## RECORD EXCERPTS
=== Section Start ===

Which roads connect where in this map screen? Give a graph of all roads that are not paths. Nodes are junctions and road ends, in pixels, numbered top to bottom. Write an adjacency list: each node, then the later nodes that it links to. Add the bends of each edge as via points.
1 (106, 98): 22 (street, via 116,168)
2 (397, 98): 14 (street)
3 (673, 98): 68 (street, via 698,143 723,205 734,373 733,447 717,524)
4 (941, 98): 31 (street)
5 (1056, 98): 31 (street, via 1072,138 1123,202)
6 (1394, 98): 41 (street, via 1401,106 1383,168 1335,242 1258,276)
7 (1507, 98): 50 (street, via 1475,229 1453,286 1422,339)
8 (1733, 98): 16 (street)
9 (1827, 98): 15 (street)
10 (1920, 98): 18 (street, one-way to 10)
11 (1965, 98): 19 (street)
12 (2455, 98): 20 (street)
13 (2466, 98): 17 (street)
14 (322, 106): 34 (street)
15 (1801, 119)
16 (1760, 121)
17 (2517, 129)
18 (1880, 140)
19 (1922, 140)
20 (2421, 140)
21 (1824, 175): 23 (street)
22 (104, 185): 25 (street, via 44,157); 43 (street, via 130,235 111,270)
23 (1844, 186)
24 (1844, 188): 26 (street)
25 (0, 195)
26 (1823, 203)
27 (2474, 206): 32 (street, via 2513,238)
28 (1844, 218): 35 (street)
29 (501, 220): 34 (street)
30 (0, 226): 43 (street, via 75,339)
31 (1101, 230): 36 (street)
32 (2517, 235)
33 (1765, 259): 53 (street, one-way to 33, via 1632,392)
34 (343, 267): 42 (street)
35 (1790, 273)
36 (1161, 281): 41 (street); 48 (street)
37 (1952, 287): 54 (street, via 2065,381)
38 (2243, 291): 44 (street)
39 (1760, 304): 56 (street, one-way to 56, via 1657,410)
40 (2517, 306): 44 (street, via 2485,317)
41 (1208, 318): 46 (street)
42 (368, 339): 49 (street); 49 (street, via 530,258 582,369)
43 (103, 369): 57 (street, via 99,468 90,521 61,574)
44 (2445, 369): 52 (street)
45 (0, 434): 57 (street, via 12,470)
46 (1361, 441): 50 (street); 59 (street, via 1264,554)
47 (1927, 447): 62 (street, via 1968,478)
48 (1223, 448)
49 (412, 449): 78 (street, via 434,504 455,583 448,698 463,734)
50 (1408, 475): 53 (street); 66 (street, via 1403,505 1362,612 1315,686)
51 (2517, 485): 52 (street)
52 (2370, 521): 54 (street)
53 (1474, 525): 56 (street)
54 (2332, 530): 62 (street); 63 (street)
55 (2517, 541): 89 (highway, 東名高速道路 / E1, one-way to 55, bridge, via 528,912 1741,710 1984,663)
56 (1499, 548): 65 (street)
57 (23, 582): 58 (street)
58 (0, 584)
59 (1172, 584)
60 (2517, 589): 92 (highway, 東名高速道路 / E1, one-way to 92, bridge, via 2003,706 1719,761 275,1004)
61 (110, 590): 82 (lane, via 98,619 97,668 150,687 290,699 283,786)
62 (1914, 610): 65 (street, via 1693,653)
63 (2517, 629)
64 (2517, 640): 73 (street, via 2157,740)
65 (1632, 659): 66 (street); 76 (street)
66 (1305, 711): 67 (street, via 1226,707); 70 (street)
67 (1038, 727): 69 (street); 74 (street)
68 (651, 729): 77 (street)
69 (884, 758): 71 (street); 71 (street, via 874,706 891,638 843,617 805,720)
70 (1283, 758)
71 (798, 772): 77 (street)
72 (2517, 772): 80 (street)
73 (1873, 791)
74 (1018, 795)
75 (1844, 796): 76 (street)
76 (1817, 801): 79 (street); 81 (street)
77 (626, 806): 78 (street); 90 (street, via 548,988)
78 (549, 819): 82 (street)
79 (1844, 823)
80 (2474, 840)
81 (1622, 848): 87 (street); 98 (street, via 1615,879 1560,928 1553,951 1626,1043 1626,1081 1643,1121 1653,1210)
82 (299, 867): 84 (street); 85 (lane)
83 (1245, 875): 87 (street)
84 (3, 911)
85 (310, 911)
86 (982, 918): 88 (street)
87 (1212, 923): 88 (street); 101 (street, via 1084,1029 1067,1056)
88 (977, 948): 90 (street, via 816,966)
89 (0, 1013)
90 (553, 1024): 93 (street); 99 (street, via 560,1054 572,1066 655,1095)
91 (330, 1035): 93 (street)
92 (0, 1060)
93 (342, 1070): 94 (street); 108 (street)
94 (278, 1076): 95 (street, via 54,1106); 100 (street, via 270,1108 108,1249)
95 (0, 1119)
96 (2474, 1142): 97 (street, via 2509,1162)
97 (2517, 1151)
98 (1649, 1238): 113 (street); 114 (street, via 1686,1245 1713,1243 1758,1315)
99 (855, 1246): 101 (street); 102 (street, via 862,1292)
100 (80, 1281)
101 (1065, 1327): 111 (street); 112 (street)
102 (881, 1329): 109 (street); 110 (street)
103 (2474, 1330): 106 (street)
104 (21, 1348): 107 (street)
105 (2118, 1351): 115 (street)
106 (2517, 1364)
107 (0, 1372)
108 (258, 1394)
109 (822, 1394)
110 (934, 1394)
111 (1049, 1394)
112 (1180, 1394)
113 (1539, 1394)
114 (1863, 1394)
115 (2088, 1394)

=== Section End ===

## YOUR TASK
Identify each line in the entries with the word "lane" and copy it.

## OUTPUT FOR THIS EXERCISE
61 (110, 590): 82 (lane, via 98,619 97,668 150,687 290,699 283,786)
82 (299, 867): 84 (street); 85 (lane)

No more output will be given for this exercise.